**WORK ITEM**
All of the data is to be copied word for word.

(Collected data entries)
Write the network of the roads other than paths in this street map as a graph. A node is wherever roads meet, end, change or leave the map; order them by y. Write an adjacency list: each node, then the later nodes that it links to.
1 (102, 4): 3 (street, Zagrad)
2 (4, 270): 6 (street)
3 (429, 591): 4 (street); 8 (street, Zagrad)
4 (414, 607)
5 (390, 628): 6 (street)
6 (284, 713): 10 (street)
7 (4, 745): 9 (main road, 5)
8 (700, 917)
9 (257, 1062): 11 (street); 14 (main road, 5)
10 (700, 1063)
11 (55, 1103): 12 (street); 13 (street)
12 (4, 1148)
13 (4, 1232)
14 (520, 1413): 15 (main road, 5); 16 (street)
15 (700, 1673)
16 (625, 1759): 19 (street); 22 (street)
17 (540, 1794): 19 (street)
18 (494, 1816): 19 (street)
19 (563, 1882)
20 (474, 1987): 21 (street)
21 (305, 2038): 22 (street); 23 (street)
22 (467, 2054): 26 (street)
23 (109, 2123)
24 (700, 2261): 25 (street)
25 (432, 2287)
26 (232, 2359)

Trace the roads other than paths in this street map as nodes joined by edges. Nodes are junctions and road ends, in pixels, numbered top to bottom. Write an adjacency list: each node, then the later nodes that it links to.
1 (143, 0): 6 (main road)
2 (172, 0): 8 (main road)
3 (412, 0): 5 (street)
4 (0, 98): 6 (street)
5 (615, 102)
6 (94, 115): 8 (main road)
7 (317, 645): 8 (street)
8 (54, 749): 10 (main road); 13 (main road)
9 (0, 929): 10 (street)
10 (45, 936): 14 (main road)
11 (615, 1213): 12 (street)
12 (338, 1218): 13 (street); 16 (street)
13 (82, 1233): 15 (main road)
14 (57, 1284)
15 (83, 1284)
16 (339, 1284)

**RESPONSE TO THE TASK**
Write the network of the roads other than paths in this street map as a graph. A node is wherever roads meet, end, change or leave the map; order them by y. Write an adjacency list: each node, then the later nodes that it links to.
1 (102, 4): 3 (street, Zagrad)
2 (4, 270): 6 (street)
3 (429, 591): 4 (street); 8 (street, Zagrad)
4 (414, 607)
5 (390, 628): 6 (street)
6 (284, 713): 10 (street)
7 (4, 745): 9 (main road, 5)
8 (700, 917)
9 (257, 1062): 11 (street); 14 (main road, 5)
10 (700, 1063)
11 (55, 1103): 12 (street); 13 (street)
12 (4, 1148)
13 (4, 1232)
14 (520, 1413): 15 (main road, 5); 16 (street)
15 (700, 1673)
16 (625, 1759): 19 (street); 22 (street)
17 (540, 1794): 19 (street)
18 (494, 1816): 19 (street)
19 (563, 1882)
20 (474, 1987): 21 (street)
21 (305, 2038): 22 (street); 23 (street)
22 (467, 2054): 26 (street)
23 (109, 2123)
24 (700, 2261): 25 (street)
25 (432, 2287)
26 (232, 2359)

Trace the roads other than paths in this street map as nodes joined by edges. Nodes are junctions and road ends, in pixels, numbered top to bottom. Write an adjacency list: each node, then the later nodes that it links to.
1 (143, 0): 6 (main road)
2 (172, 0): 8 (main road)
3 (412, 0): 5 (street)
4 (0, 98): 6 (street)
5 (615, 102)
6 (94, 115): 8 (main road)
7 (317, 645): 8 (street)
8 (54, 749): 10 (main road); 13 (main road)
9 (0, 929): 10 (street)
10 (45, 936): 14 (main road)
11 (615, 1213): 12 (street)
12 (338, 1218): 13 (street); 16 (street)
13 (82, 1233): 15 (main road)
14 (57, 1284)
15 (83, 1284)
16 (339, 1284)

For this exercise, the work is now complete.